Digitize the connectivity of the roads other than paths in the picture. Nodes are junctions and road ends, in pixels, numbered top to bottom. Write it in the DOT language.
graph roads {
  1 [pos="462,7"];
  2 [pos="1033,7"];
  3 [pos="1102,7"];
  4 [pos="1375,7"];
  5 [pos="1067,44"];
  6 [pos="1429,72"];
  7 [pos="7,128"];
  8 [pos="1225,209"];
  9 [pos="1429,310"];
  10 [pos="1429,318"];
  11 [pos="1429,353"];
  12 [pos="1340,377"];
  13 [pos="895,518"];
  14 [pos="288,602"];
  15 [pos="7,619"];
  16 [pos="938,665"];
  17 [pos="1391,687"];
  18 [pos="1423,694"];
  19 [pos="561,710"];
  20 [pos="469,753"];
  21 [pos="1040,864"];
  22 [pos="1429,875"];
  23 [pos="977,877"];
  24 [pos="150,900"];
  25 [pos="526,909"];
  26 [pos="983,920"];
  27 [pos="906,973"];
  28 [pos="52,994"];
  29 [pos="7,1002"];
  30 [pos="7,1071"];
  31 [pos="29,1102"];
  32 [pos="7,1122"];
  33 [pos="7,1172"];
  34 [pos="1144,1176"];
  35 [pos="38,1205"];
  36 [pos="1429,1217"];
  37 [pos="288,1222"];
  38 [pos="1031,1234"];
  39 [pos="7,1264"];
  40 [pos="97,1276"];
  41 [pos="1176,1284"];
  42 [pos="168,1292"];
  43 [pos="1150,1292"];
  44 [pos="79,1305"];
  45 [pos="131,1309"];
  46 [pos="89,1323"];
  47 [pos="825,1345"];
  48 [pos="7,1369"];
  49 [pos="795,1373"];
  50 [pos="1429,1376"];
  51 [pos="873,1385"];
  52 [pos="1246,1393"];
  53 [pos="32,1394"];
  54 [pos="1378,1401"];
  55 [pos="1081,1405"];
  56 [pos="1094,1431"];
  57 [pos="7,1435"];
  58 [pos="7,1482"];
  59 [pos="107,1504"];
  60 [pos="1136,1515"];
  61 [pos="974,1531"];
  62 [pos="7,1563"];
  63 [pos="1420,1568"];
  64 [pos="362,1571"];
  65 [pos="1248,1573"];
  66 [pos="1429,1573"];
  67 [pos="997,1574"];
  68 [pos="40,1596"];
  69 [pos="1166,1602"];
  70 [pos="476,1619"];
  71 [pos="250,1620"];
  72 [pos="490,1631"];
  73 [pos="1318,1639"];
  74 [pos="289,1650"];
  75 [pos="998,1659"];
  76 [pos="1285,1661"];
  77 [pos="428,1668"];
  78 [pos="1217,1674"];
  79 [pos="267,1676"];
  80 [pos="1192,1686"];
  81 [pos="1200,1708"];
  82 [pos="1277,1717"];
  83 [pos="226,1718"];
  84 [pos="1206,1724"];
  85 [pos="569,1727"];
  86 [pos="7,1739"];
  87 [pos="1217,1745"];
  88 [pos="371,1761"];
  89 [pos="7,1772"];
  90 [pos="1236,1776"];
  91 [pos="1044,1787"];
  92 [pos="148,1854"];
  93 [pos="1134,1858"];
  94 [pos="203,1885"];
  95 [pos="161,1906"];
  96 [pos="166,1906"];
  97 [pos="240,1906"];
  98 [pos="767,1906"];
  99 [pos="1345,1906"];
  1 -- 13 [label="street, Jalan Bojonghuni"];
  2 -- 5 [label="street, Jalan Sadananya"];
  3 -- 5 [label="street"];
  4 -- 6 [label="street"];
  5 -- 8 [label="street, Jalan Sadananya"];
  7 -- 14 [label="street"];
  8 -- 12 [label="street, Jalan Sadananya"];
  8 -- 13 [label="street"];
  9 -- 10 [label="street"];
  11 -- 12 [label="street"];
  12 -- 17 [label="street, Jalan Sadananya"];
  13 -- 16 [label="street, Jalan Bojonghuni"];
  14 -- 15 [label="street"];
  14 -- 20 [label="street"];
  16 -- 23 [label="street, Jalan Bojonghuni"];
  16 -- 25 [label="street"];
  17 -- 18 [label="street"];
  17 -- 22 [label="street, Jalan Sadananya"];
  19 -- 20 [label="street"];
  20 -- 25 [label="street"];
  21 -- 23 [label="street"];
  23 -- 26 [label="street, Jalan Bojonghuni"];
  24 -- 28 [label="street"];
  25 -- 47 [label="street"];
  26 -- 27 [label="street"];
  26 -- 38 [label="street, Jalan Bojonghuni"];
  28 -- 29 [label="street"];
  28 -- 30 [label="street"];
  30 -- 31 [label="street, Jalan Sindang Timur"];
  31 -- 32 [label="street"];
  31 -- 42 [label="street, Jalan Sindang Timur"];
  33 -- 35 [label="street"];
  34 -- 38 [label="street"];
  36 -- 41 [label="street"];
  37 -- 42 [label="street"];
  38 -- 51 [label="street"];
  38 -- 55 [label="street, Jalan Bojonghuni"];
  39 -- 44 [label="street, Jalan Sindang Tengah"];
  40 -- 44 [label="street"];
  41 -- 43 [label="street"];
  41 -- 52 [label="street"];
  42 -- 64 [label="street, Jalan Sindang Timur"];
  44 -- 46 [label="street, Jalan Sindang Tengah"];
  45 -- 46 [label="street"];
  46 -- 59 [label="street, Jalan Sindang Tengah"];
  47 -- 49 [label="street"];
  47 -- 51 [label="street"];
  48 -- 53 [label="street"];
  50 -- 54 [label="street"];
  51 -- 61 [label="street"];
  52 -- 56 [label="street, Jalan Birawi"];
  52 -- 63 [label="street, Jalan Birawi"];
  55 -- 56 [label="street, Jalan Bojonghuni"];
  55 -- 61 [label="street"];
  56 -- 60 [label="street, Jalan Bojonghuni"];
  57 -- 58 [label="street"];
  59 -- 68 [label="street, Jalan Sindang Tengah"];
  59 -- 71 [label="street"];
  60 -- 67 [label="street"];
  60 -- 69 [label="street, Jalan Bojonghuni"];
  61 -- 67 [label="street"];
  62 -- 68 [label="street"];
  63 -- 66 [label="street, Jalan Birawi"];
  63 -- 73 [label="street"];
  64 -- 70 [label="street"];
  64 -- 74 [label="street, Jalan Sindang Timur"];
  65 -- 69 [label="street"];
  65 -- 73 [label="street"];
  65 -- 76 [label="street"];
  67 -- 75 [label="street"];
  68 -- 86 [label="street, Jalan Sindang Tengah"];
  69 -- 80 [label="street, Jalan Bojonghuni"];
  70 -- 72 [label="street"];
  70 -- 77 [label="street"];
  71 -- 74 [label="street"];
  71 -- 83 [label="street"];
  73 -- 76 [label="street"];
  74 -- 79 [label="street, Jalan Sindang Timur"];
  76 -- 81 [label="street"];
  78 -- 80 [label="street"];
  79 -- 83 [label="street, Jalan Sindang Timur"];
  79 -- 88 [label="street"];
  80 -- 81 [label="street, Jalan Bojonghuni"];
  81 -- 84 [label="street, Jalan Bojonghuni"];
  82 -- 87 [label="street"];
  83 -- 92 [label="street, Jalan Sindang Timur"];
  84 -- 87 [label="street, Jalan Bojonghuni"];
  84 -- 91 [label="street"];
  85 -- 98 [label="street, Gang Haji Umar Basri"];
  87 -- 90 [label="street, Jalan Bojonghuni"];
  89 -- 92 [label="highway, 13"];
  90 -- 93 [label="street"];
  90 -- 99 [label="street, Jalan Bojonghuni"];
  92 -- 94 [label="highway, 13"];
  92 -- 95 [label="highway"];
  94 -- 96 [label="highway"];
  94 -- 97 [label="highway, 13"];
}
■ ■ ■ ■ ■ ■ ■
WHAT THIS TASK INVOLVES — Please state how many lines in the records contain the word "highway", and give only that number.

SOLUTION TO THE PROBLEM — 5